As Anna mildly checked my exaggeration of language—after ten years of marriage I am unwilling to admit there was any exaggeration of idea—she placed her little velvet hand in mine again, smiling away all the severity of the reproof.
“Of one thing, I think you may rest perfectly assured, dear girl,” I resumed, after a moment’s reflection. “All my old opinions concerning expansion and contraction are radically changed. I have carried out the principle of the social-stake system in the extreme, and cannot say that I have been at all satisfied with its success. At this moment I am the proprietor of vested interests which are scattered over half the world. So far from finding that I love my kind any more for all these social stakes, I am compelled to see that the wish to protect one, is constantly driving me into acts of injustice against all the others. There is something wrong, depend on it, Anna, in the old dogmas of political economists!”
“I know little of these things, Sir John, but to one ignorant as myself, it would appear that the most certain security for the righteous exercise of power is to be found in just principles.”
“If available, beyond a question. They who contend that the debased and ignorant are unfit to express their opinions concerning the public weal, are obliged to own that they can only be restrained by force. Now, as knowledge is power, their first precaution is to keep them ignorant; and then they quote this very ignorance, with all its debasing consequences, as an argument against their participating in authority with themselves. I believe there can be no safe medium between a frank admission of the whole principle—”
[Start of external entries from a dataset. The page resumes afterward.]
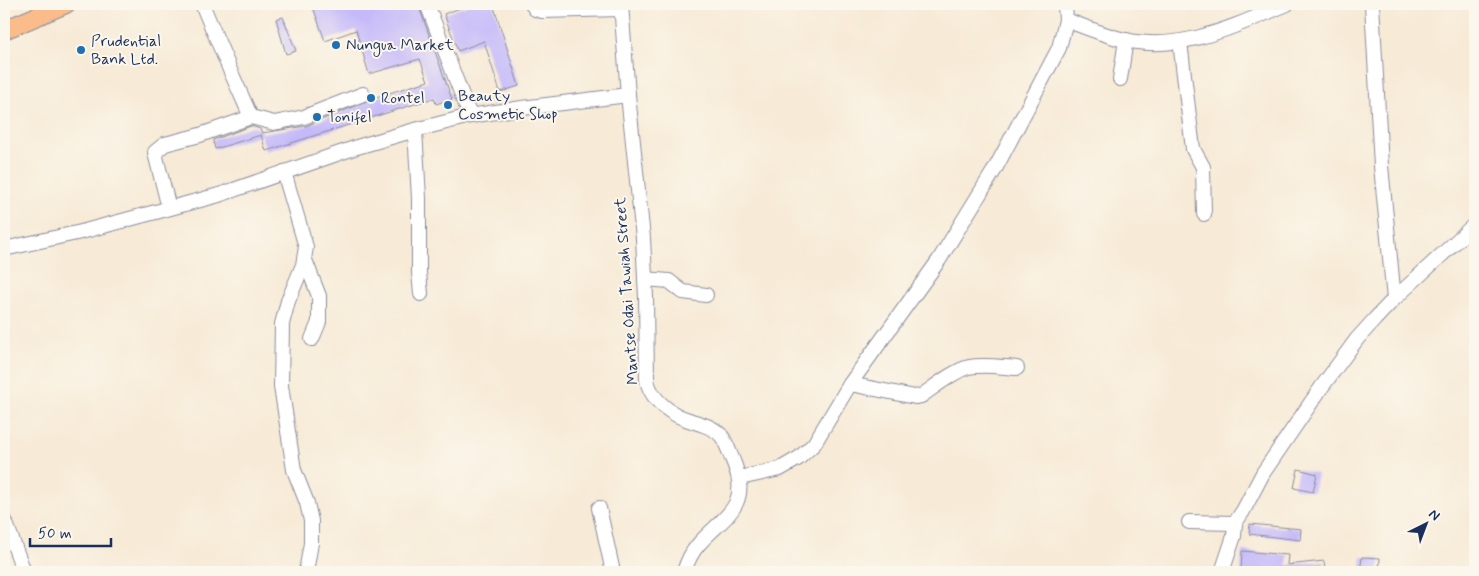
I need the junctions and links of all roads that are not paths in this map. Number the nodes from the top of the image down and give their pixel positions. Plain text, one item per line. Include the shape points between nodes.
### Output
1 (66, 4) edge
2 (202, 4) edge
3 (427, 4) edge
4 (532, 4) edge
5 (1065, 4) edge
6 (1286, 4) edge
7 (1372, 4) edge
8 (621, 6) edge
9 (1066, 20) junction
10 (4, 30) edge
11 (1126, 40) junction
12 (1180, 42) junction
13 (1120, 79) dead end
14 (364, 94) dead end
15 (628, 94) junction
16 (470, 116) junction
17 (252, 117) junction
18 (415, 130) junction
19 (284, 172) junction
20 (169, 208) junction
21 (1204, 214) dead end
22 (1475, 224) edge
23 (4, 248) edge
24 (304, 260) junction
25 (645, 279) junction
26 (421, 294) dead end
27 (706, 295) dead end
28 (1394, 299) junction
29 (312, 339) dead end
30 (1017, 368) dead end
31 (850, 384) junction
32 (740, 478) junction
33 (599, 508) dead end
34 (4, 518) edge
35 (1189, 522) dead end
36 (1235, 523) junction
37 (24, 572) edge
38 (306, 572) edge
39 (613, 572) edge
40 (684, 572) edge
41 (1222, 572) edge

1 - 10 main road
2 - 17 street
3 - 16 street
4 - 8 street via 542,11
5 - 9 street
6 - 12 street via 1207,36
7 - 28 street via 1381,166
8 - 15 street, Mantse Odai Tawiah Street
9 - 11 street
9 - 31 street via 1059,48 995,169 939,260
11 - 12 street
11 - 13 street
12 - 21 street via 1193,149 1204,167
14 - 17 street via 304,117 274,122
15 - 16 street
15 - 25 street, Mantse Odai Tawiah Street
16 - 18 street
17 - 20 street via 159,148 156,164
18 - 19 street
18 - 26 street
19 - 20 street via 219,195
19 - 24 street via 306,247
20 - 23 street via 81,232
22 - 28 street
24 - 29 street via 319,296 318,322
24 - 38 street via 282,324 281,386 294,470 311,522
25 - 27 street via 669,281 683,292
25 - 32 street, Mantse Odai Tawiah Street via 647,380 651,391 670,410 712,428 721,436
28 - 36 street via 1357,339 1321,388 1263,473
30 - 31 street via 969,367 915,397
31 - 32 street via 814,444 799,458 780,468
32 - 40 street, Mantse Odai Tawiah Street via 736,506 697,546
33 - 39 street
34 - 37 street
35 - 36 street
36 - 41 street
“You should remember, dear Goldencalf, that this is a subject on which I know but little. It ought to be sufficient for us that we find things as they are; if change is actually necessary, we should endeavor to effect it with prudence and a proper regard to justice.”
Anna, while kindly leading me back from my speculations, looked both anxious and pained.
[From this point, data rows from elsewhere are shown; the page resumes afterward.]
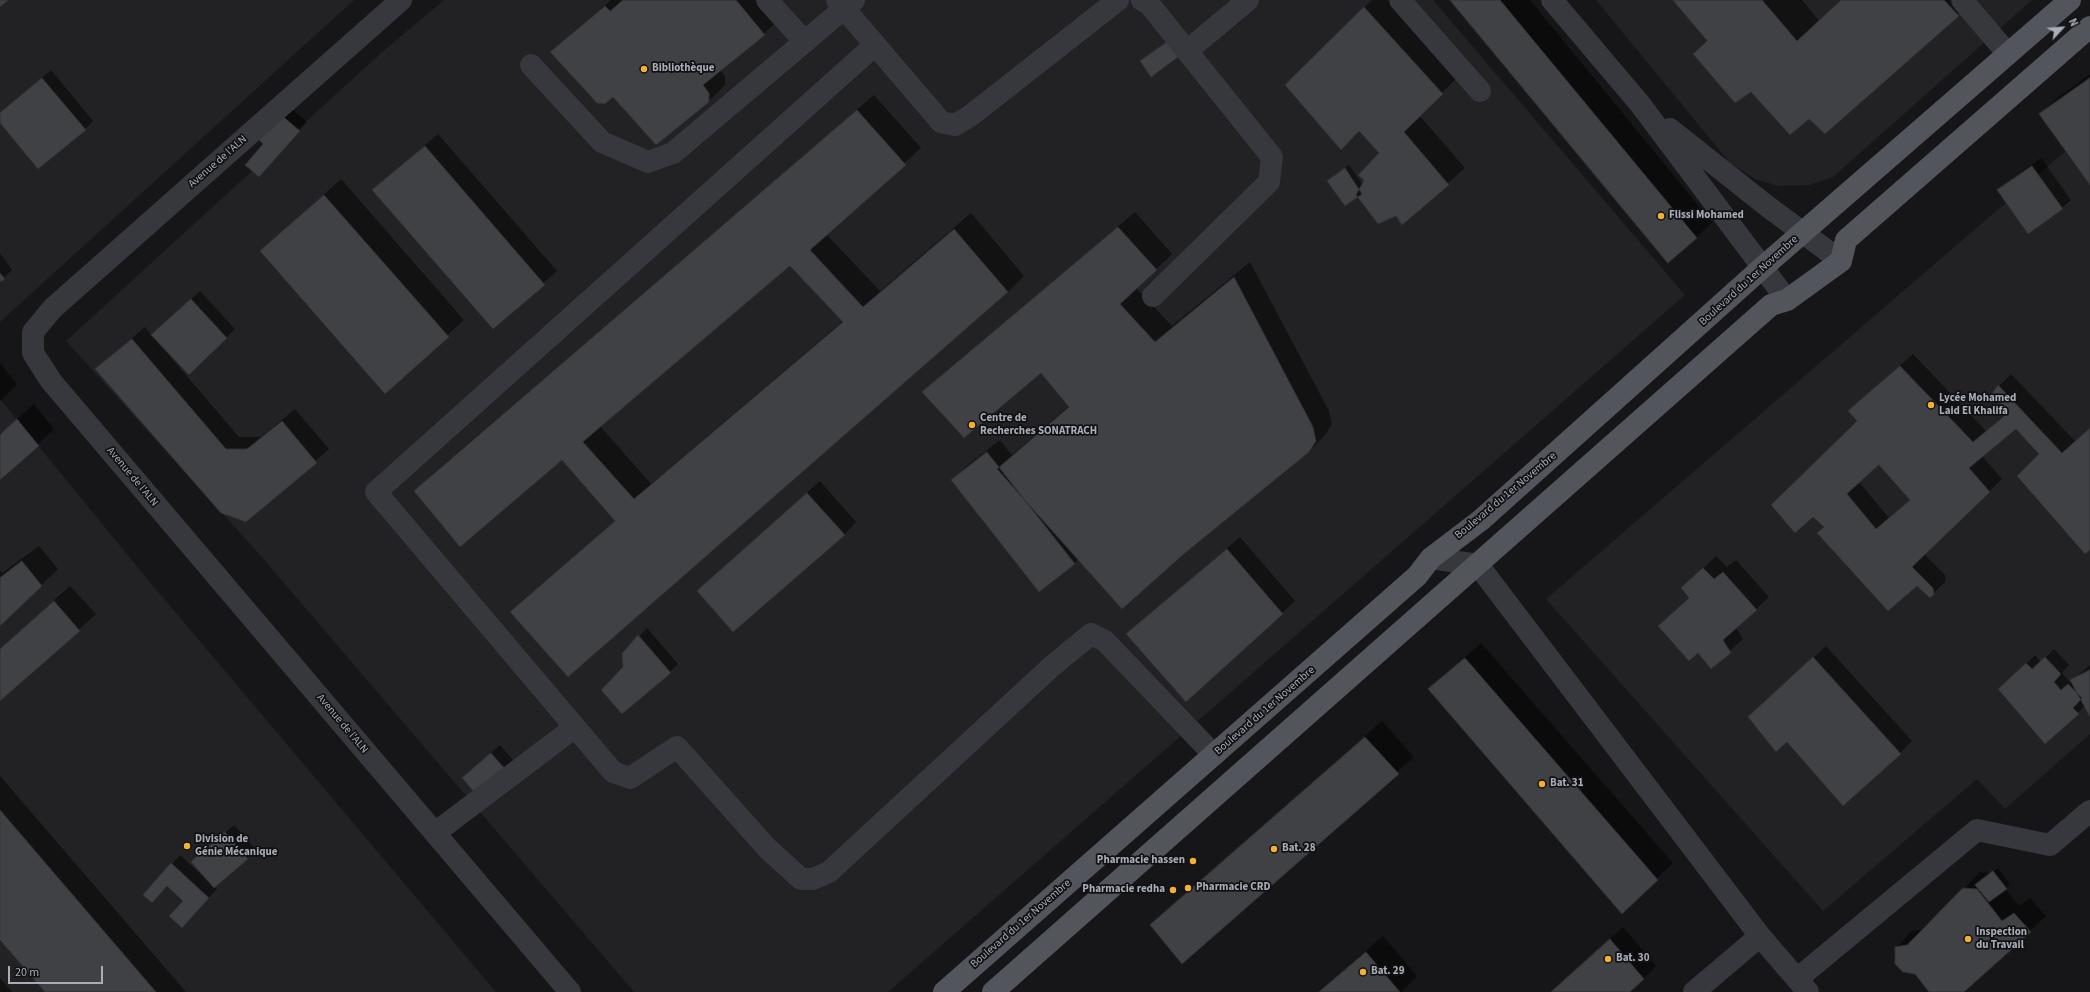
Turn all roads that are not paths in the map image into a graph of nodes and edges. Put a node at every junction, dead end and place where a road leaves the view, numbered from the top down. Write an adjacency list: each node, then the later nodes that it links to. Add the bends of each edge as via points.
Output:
1 (401, 0): 29 (street, Avenue de l'ALN, via 53,308 33,332 33,353 51,381)
2 (767, 0): 12 (street)
3 (1118, 0): 13 (street, via 955,125 941,122)
4 (1142, 0): 14 (street, via 1150,5)
5 (1248, 0): 14 (street)
6 (1400, 0): 17 (street)
7 (1552, 0): 18 (street)
8 (1962, 0): 15 (street)
9 (2070, 0): 15 (main road, Boulevard du 1er Novembre)
10 (845, 3): 12 (street); 13 (street)
11 (2090, 27): 20 (main road, via 1846,240)
12 (805, 42): 16 (street, via 673,153 648,162 602,142)
13 (876, 45): 26 (street, via 376,492)
14 (1187, 52): 22 (street, via 1272,157 1269,182)
15 (2008, 54): 19 (main road, Boulevard du 1er Novembre)
16 (531, 65)
17 (1480, 91)
18 (1640, 104): 19 (street); 21 (street)
19 (1802, 233): 20 (street); 21 (main road, Boulevard du 1er Novembre)
20 (1841, 260): 23 (main road)
21 (1763, 267): 23 (street); 24 (main road, Boulevard du 1er Novembre, via 1481,520)
22 (1153, 296)
23 (1787, 300): 25 (main road, via 1771,305)
24 (1431, 558): 25 (street); 27 (main road, Boulevard du 1er Novembre, via 1417,576)
25 (1478, 565): 30 (street); 34 (main road)
26 (575, 726): 27 (street, via 613,772 630,778 677,747 767,848 801,879 814,879 829,872 1051,667 1091,634 1104,641); 29 (street)
27 (1214, 755): 33 (main road, Boulevard du 1er Novembre)
28 (2090, 811): 31 (street, via 2050,845 1977,830)
29 (435, 833): 32 (street, Avenue de l'ALN)
30 (1760, 936): 31 (street); 35 (street)
31 (1803, 986)
32 (570, 992)
33 (944, 992)
34 (993, 992)
35 (1694, 992)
“True—true”—I hurriedly rejoined, for a world would not tempt me to prolong her suffering for a moment. “I am foolish and forgetful, to be talking thus at such a moment; but I have endured too much to be altogether unmindful of ancient theories. I thought it might be grateful to you, at least, to know, Anna, that I have ceased to look for happiness in my affections for all, and am only so much the better disposed to turn in search of it to one.”